Di-nitrogen-vacancy-hydrogen defects in diamond: a computational study

Density functional theory was used to determine selected experimentally observable properties of the N₂VH and N₂VH₂ point defects in diamond. We report that the symmetry of the defects are C_1h and C_2v respectively with the hydrogen(s) saturating carbon radicals that are produced when the vacancy is formed. N₂VH has an accessible negative charge state if the Fermi energy lies above around 2.4eV above the valence band top, as N₂VH₂ contains only species with their valence satisfied, only the neutral charge state of this species is thermodynamically stable.
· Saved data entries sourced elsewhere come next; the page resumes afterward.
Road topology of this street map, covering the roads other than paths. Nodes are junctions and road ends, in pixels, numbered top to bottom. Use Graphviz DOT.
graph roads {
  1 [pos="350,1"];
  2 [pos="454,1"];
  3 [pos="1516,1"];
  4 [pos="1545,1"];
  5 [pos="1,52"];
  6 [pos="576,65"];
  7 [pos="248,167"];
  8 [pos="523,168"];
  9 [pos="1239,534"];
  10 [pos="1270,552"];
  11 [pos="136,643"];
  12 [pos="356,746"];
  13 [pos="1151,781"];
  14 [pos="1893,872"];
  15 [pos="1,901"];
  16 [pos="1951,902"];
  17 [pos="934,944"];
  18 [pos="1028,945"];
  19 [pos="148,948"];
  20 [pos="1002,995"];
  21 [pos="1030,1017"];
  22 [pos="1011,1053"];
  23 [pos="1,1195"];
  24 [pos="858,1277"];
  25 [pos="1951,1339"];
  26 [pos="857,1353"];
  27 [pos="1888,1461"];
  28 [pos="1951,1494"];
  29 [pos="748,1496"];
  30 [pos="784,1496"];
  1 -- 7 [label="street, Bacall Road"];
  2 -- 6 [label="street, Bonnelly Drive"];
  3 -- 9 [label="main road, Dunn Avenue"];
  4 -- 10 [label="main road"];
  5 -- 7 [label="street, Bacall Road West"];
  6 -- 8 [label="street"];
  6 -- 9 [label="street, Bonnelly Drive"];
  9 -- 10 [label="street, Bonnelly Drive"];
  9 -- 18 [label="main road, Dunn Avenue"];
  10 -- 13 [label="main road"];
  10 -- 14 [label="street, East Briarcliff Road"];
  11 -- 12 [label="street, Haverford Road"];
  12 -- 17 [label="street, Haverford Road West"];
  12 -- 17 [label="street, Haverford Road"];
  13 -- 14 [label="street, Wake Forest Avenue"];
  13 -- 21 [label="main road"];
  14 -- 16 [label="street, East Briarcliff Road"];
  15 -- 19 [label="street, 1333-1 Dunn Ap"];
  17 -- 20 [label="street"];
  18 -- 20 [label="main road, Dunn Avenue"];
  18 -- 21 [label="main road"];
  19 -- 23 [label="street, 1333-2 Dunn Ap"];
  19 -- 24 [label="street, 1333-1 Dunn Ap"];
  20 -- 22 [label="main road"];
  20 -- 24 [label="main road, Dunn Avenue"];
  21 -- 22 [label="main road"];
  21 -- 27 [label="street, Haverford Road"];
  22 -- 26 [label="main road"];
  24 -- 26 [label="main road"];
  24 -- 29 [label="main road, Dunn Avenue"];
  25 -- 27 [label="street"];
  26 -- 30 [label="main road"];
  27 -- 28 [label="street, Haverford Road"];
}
We predict that N₂VH⁰ would be detectable in infrared, with a C-H stretch mode around 3050 cm⁻¹ for the neutral species, shifting to 2700 cm⁻¹ in the negative charge state. N₂VH₂ is also expected to be visible in infrared, with the presence of two, sterically interacting H atoms resulting in peaks with higher wave numbers, being around 3370 and 3540 cm⁻¹ for the anti-symmetric and symmetric stretch modes, respectively. Similarities can be drawn between the bandstructures of N₂VH and the isoelectronic N₃V centre, from which we predict the likely electronic optical transition for this centre. N₂VH₂ is expected to not give rise to any sharp electronic transitions.